What to work on -
Could you please find each line in the records that contains the word "graph" and copy it?
BEGIN Supplied material
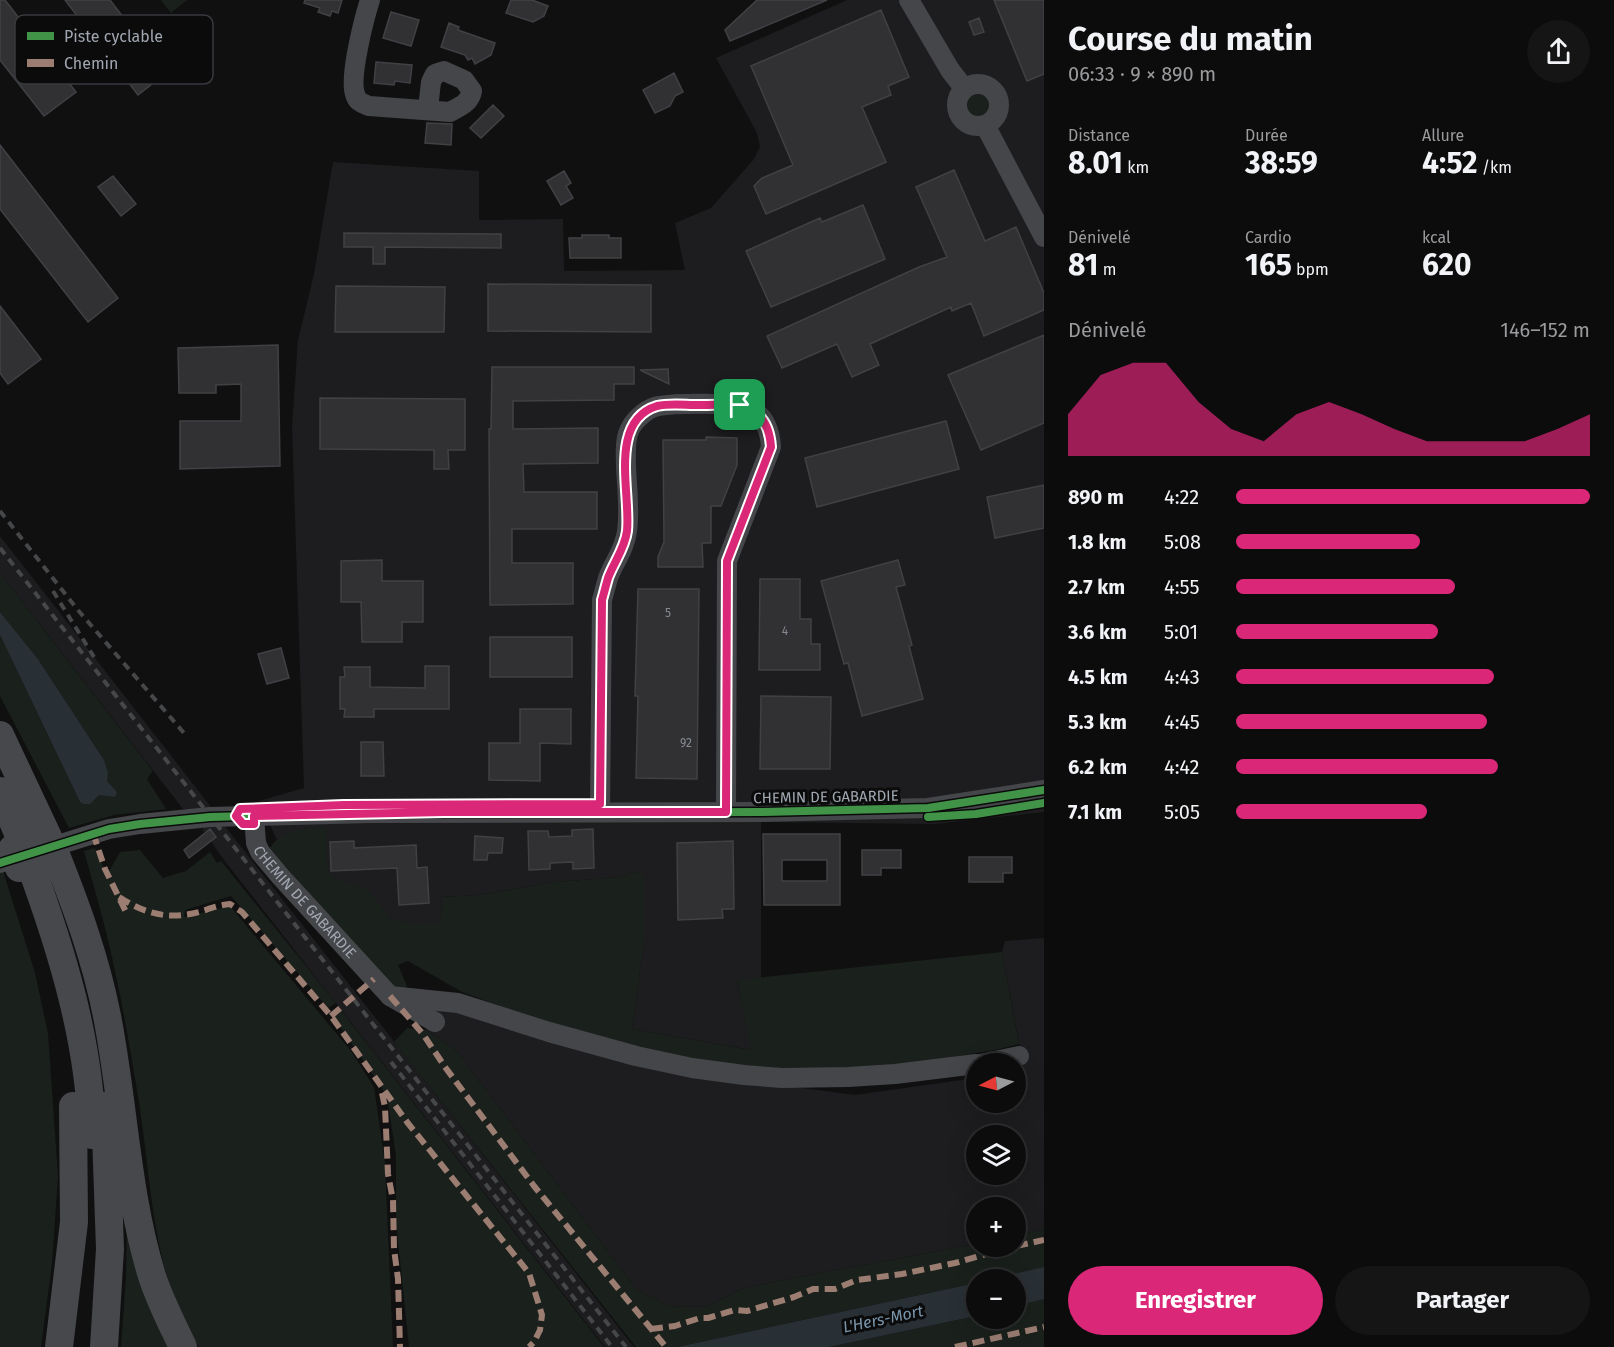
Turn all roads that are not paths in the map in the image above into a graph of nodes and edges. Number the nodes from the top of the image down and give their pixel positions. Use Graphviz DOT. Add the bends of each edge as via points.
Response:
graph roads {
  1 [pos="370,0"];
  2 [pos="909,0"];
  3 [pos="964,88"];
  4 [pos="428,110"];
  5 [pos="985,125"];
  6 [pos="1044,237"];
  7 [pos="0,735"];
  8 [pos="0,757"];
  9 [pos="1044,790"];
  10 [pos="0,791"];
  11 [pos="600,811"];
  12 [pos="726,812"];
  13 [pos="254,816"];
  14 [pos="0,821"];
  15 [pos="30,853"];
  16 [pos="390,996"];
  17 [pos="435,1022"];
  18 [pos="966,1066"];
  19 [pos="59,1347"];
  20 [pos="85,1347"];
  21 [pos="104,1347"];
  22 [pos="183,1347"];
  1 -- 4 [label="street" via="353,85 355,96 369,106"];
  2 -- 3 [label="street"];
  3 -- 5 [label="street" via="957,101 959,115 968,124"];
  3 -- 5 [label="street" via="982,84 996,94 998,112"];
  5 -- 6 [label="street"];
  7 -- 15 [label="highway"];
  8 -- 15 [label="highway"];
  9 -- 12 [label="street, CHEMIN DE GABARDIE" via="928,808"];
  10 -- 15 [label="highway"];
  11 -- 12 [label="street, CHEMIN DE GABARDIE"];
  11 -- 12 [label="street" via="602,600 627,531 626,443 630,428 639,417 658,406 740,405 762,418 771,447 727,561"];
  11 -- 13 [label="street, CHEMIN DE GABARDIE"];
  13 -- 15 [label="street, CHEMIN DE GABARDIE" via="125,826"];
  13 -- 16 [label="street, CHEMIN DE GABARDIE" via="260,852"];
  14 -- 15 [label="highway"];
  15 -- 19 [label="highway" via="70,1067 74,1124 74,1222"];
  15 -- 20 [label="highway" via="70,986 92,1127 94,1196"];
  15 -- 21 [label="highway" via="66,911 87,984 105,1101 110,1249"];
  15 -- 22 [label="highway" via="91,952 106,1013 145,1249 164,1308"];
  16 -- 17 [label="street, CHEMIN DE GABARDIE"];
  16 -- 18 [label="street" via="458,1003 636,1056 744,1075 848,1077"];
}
END Supplied material
Written solution -
Turn all roads that are not paths in the map in the image above into a graph of nodes and edges. Number the nodes from the top of the image down and give their pixel positions. Use Graphviz DOT. Add the bends of each edge as via points.
graph roads {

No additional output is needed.